Collected data
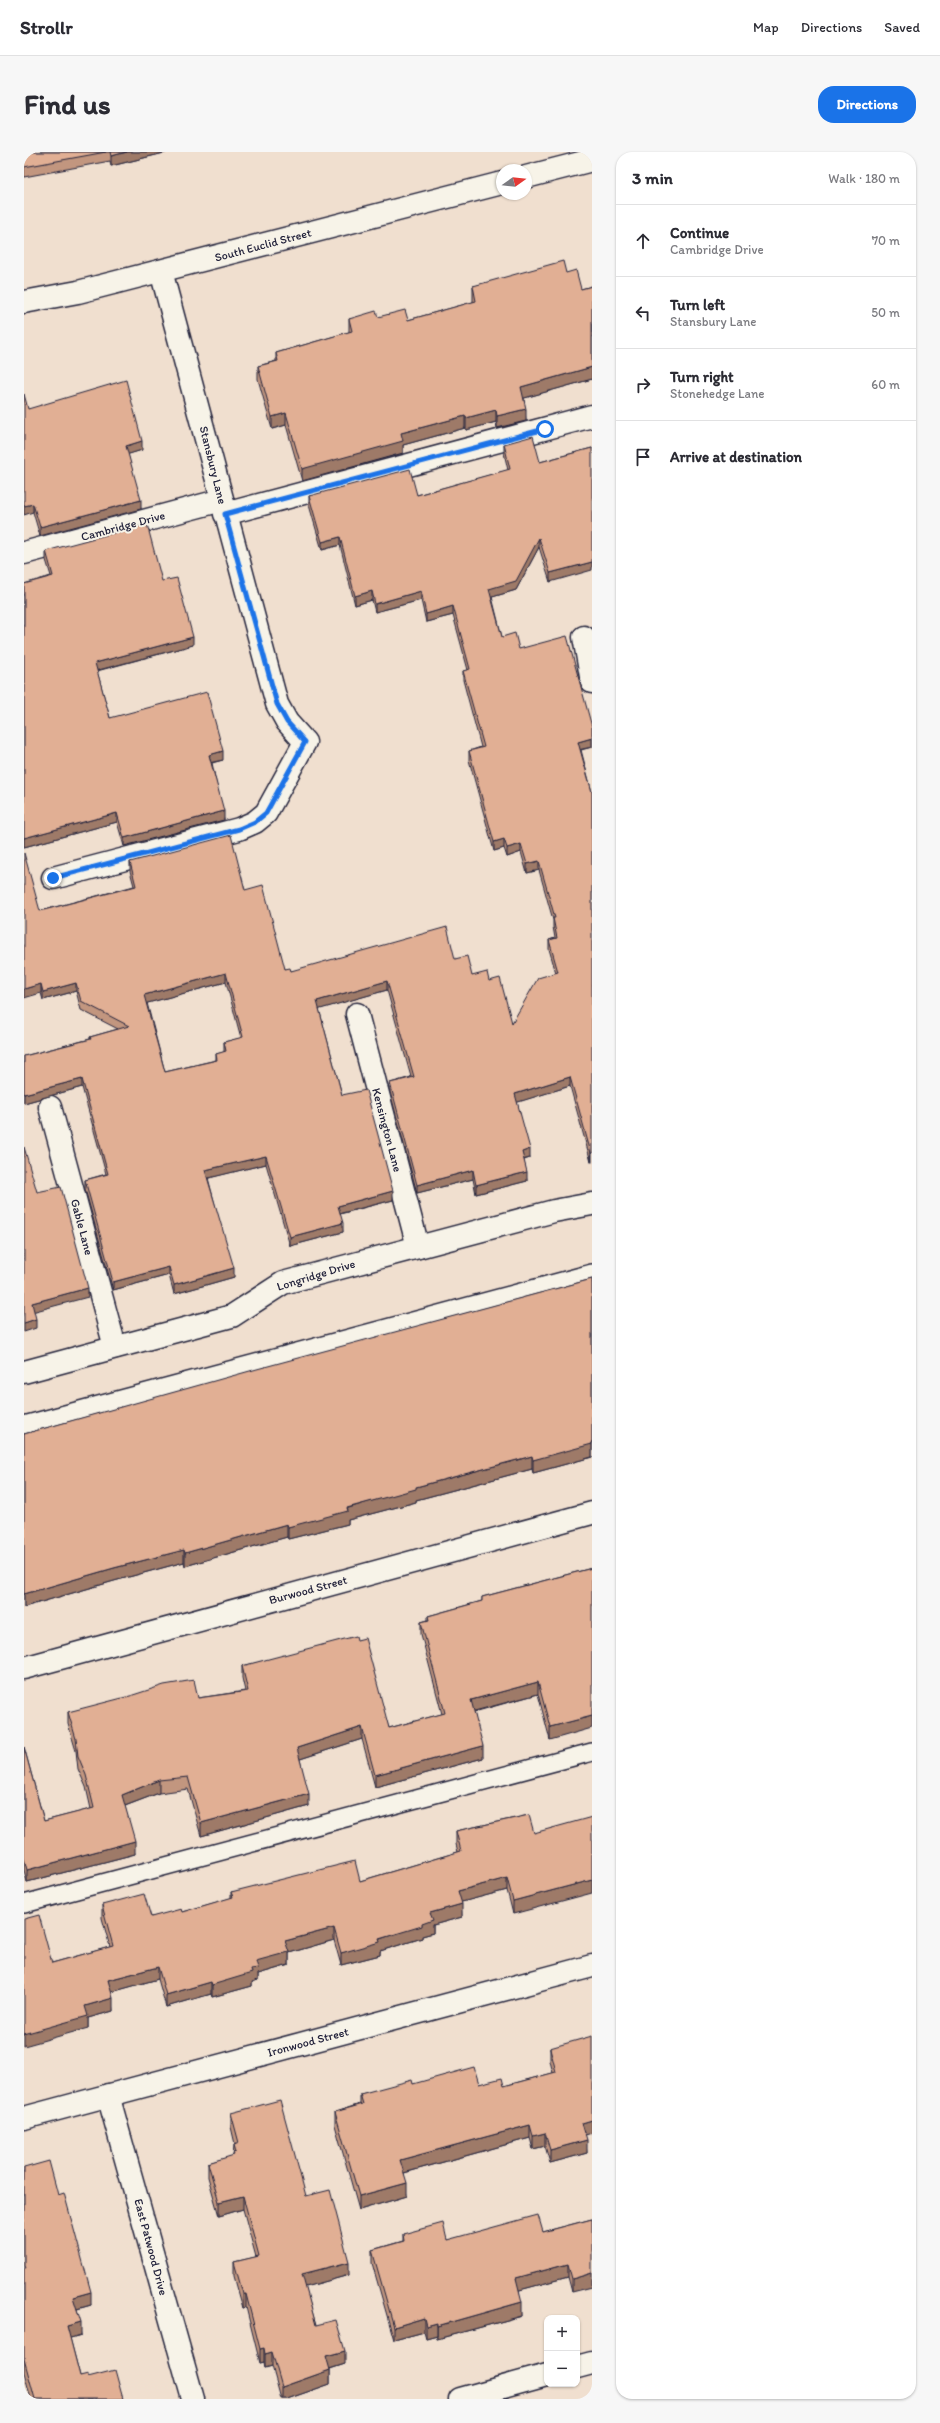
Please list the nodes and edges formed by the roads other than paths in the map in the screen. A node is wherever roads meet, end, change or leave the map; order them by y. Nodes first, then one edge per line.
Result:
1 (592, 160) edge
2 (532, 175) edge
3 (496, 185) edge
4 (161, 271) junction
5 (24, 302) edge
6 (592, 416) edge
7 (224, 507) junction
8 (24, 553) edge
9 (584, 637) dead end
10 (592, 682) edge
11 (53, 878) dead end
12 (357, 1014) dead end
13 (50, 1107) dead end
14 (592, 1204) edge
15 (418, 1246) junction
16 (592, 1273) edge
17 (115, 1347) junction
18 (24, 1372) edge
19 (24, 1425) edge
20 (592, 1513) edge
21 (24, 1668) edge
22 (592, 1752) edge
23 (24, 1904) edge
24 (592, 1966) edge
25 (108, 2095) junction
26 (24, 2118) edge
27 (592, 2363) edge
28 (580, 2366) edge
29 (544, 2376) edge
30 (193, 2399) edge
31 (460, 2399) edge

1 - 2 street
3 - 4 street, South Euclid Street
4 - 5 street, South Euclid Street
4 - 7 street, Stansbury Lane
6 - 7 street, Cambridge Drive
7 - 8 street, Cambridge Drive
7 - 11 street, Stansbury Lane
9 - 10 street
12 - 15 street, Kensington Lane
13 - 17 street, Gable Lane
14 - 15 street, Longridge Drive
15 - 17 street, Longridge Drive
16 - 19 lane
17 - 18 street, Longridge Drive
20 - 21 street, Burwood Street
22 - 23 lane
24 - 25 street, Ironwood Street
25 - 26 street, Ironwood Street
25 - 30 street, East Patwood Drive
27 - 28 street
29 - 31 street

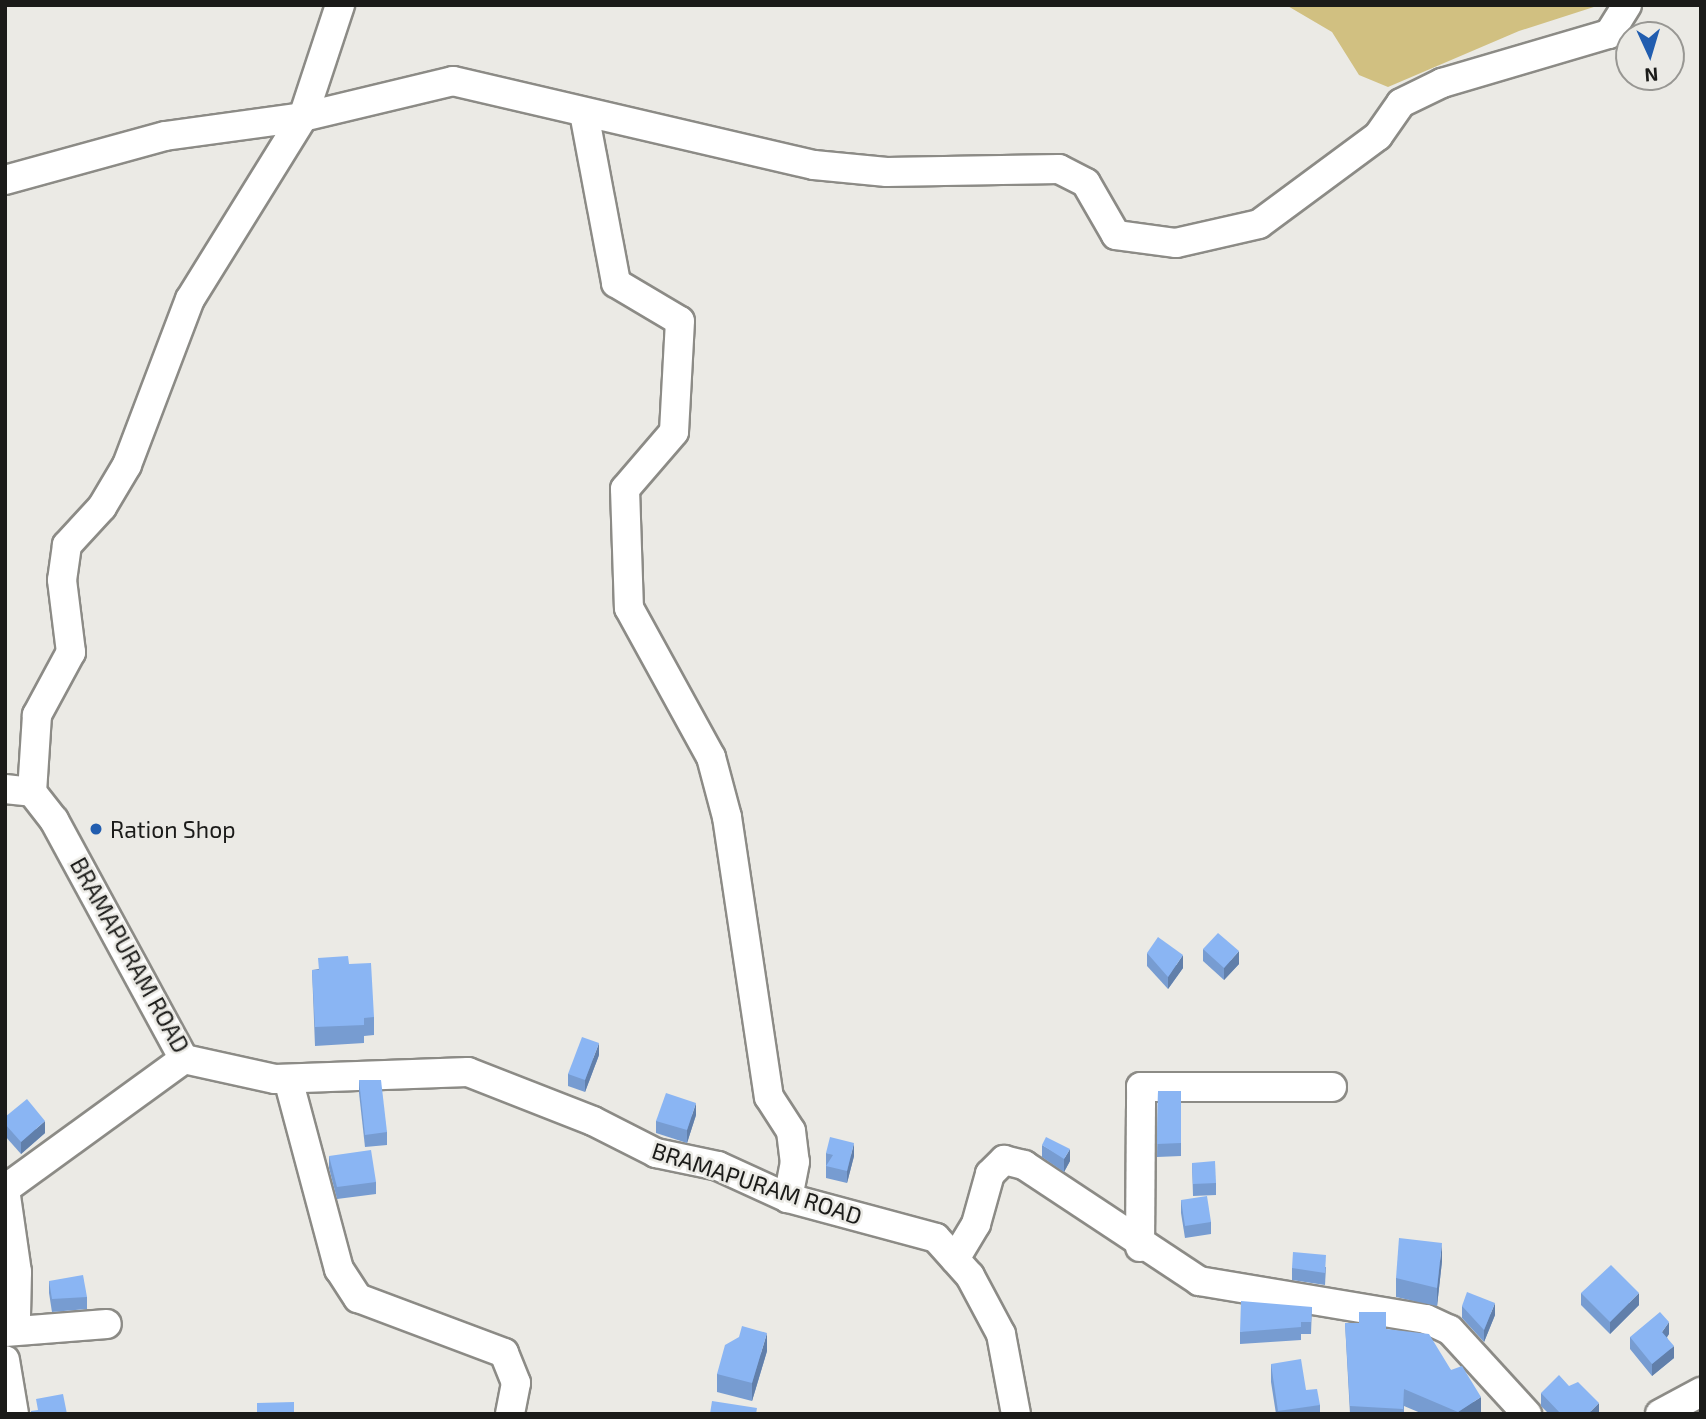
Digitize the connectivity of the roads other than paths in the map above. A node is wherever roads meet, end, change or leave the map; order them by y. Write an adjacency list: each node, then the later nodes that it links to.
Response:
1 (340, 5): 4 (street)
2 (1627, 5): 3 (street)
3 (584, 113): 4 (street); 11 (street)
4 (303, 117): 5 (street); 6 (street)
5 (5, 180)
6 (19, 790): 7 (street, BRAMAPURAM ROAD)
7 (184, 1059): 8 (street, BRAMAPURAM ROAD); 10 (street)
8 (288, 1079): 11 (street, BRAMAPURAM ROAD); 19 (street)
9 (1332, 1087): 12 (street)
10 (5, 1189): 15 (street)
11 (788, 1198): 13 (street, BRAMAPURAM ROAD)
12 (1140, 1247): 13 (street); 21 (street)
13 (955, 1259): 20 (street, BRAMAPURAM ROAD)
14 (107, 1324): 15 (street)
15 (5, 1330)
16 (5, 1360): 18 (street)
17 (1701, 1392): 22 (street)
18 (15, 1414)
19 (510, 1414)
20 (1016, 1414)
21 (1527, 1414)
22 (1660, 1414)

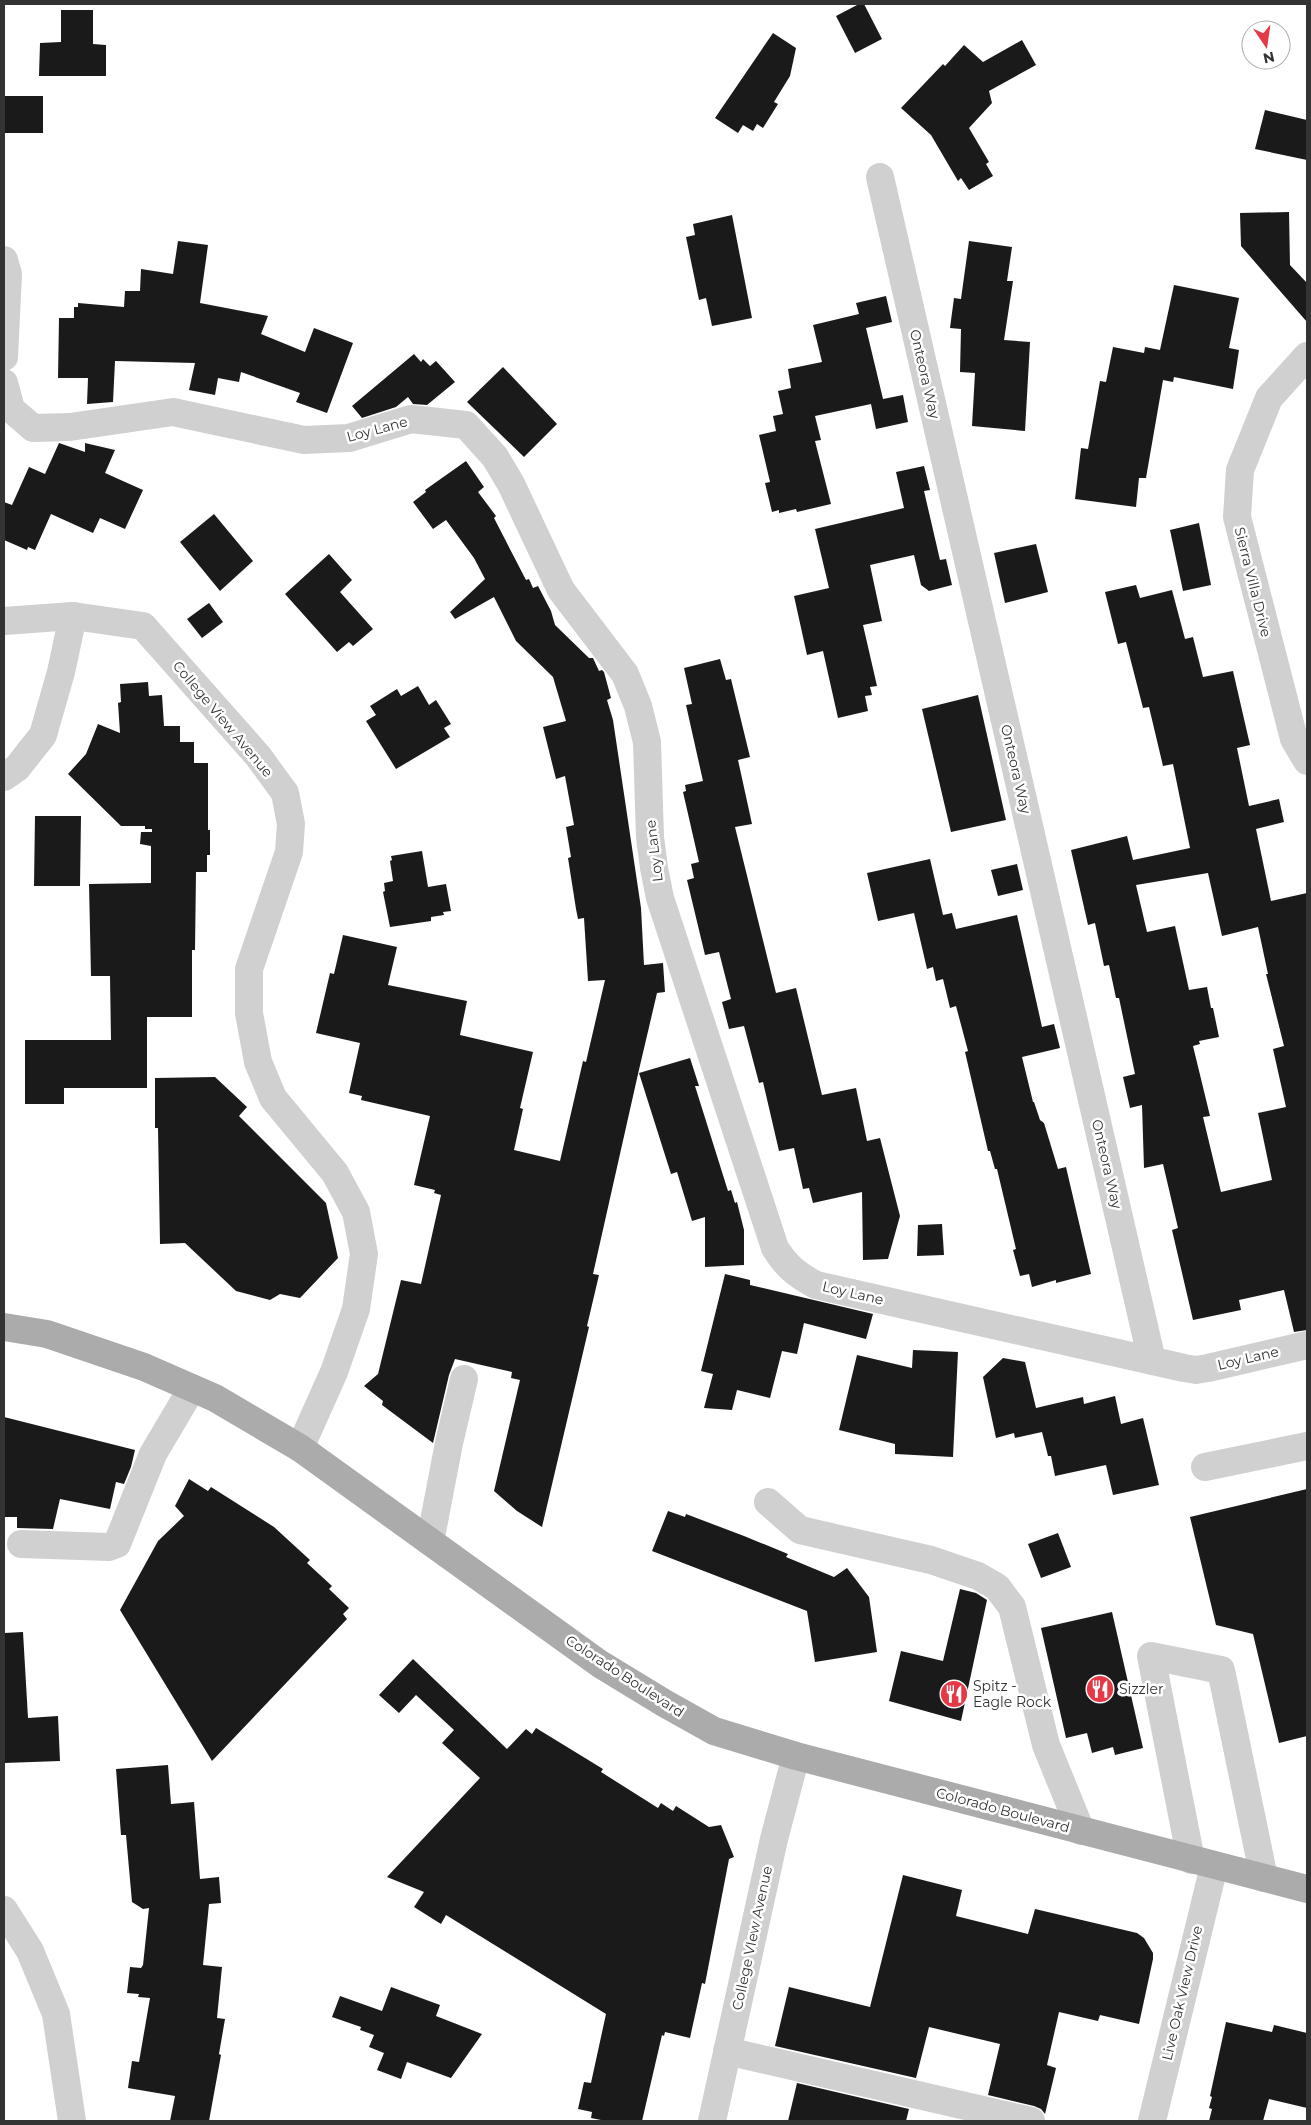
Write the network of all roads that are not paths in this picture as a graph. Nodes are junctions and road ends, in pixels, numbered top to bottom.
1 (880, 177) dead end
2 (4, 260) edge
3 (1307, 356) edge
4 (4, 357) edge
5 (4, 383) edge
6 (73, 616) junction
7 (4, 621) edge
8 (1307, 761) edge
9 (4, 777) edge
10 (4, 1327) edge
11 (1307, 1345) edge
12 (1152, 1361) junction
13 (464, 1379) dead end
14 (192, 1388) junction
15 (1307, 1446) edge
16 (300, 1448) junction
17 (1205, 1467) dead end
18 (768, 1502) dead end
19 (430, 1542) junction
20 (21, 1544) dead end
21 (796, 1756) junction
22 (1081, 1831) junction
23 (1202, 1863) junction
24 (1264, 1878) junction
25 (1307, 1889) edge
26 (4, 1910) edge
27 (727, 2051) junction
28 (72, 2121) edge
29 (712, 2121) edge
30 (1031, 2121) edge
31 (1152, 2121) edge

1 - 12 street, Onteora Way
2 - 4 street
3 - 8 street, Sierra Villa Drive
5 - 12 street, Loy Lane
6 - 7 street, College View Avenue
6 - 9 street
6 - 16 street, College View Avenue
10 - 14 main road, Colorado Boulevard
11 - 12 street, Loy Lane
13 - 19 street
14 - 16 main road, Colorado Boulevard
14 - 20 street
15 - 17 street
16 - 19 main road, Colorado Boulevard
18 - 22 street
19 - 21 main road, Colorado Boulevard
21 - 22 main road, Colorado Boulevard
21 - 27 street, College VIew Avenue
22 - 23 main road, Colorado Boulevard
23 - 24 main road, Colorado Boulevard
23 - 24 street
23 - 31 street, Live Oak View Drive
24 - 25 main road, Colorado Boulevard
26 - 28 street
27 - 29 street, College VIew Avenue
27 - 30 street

What you should do — The records above must all be output exactly. Omit the images.

Finished task —
Please list the nodes and edges formed by the roads other than paths in the map in the screen. A node is wherever roads meet, end, change or leave the map; order them by y. Nodes first, then one edge per line.
Result:
1 (592, 160) edge
2 (532, 175) edge
3 (496, 185) edge
4 (161, 271) junction
5 (24, 302) edge
6 (592, 416) edge
7 (224, 507) junction
8 (24, 553) edge
9 (584, 637) dead end
10 (592, 682) edge
11 (53, 878) dead end
12 (357, 1014) dead end
13 (50, 1107) dead end
14 (592, 1204) edge
15 (418, 1246) junction
16 (592, 1273) edge
17 (115, 1347) junction
18 (24, 1372) edge
19 (24, 1425) edge
20 (592, 1513) edge
21 (24, 1668) edge
22 (592, 1752) edge
23 (24, 1904) edge
24 (592, 1966) edge
25 (108, 2095) junction
26 (24, 2118) edge
27 (592, 2363) edge
28 (580, 2366) edge
29 (544, 2376) edge
30 (193, 2399) edge
31 (460, 2399) edge

1 - 2 street
3 - 4 street, South Euclid Street
4 - 5 street, South Euclid Street
4 - 7 street, Stansbury Lane
6 - 7 street, Cambridge Drive
7 - 8 street, Cambridge Drive
7 - 11 street, Stansbury Lane
9 - 10 street
12 - 15 street, Kensington Lane
13 - 17 street, Gable Lane
14 - 15 street, Longridge Drive
15 - 17 street, Longridge Drive
16 - 19 lane
17 - 18 street, Longridge Drive
20 - 21 street, Burwood Street
22 - 23 lane
24 - 25 street, Ironwood Street
25 - 26 street, Ironwood Street
25 - 30 street, East Patwood Drive
27 - 28 street
29 - 31 street

Digitize the connectivity of the roads other than paths in the map above. A node is wherever roads meet, end, change or leave the map; order them by y. Write an adjacency list: each node, then the later nodes that it links to.
Response:
1 (340, 5): 4 (street)
2 (1627, 5): 3 (street)
3 (584, 113): 4 (street); 11 (street)
4 (303, 117): 5 (street); 6 (street)
5 (5, 180)
6 (19, 790): 7 (street, BRAMAPURAM ROAD)
7 (184, 1059): 8 (street, BRAMAPURAM ROAD); 10 (street)
8 (288, 1079): 11 (street, BRAMAPURAM ROAD); 19 (street)
9 (1332, 1087): 12 (street)
10 (5, 1189): 15 (street)
11 (788, 1198): 13 (street, BRAMAPURAM ROAD)
12 (1140, 1247): 13 (street); 21 (street)
13 (955, 1259): 20 (street, BRAMAPURAM ROAD)
14 (107, 1324): 15 (street)
15 (5, 1330)
16 (5, 1360): 18 (street)
17 (1701, 1392): 22 (street)
18 (15, 1414)
19 (510, 1414)
20 (1016, 1414)
21 (1527, 1414)
22 (1660, 1414)

Write the network of all roads that are not paths in this picture as a graph. Nodes are junctions and road ends, in pixels, numbered top to bottom.
1 (880, 177) dead end
2 (4, 260) edge
3 (1307, 356) edge
4 (4, 357) edge
5 (4, 383) edge
6 (73, 616) junction
7 (4, 621) edge
8 (1307, 761) edge
9 (4, 777) edge
10 (4, 1327) edge
11 (1307, 1345) edge
12 (1152, 1361) junction
13 (464, 1379) dead end
14 (192, 1388) junction
15 (1307, 1446) edge
16 (300, 1448) junction
17 (1205, 1467) dead end
18 (768, 1502) dead end
19 (430, 1542) junction
20 (21, 1544) dead end
21 (796, 1756) junction
22 (1081, 1831) junction
23 (1202, 1863) junction
24 (1264, 1878) junction
25 (1307, 1889) edge
26 (4, 1910) edge
27 (727, 2051) junction
28 (72, 2121) edge
29 (712, 2121) edge
30 (1031, 2121) edge
31 (1152, 2121) edge

1 - 12 street, Onteora Way
2 - 4 street
3 - 8 street, Sierra Villa Drive
5 - 12 street, Loy Lane
6 - 7 street, College View Avenue
6 - 9 street
6 - 16 street, College View Avenue
10 - 14 main road, Colorado Boulevard
11 - 12 street, Loy Lane
13 - 19 street
14 - 16 main road, Colorado Boulevard
14 - 20 street
15 - 17 street
16 - 19 main road, Colorado Boulevard
18 - 22 street
19 - 21 main road, Colorado Boulevard
21 - 22 main road, Colorado Boulevard
21 - 27 street, College VIew Avenue
22 - 23 main road, Colorado Boulevard
23 - 24 main road, Colorado Boulevard
23 - 24 street
23 - 31 street, Live Oak View Drive
24 - 25 main road, Colorado Boulevard
26 - 28 street
27 - 29 street, College VIew Avenue
27 - 30 street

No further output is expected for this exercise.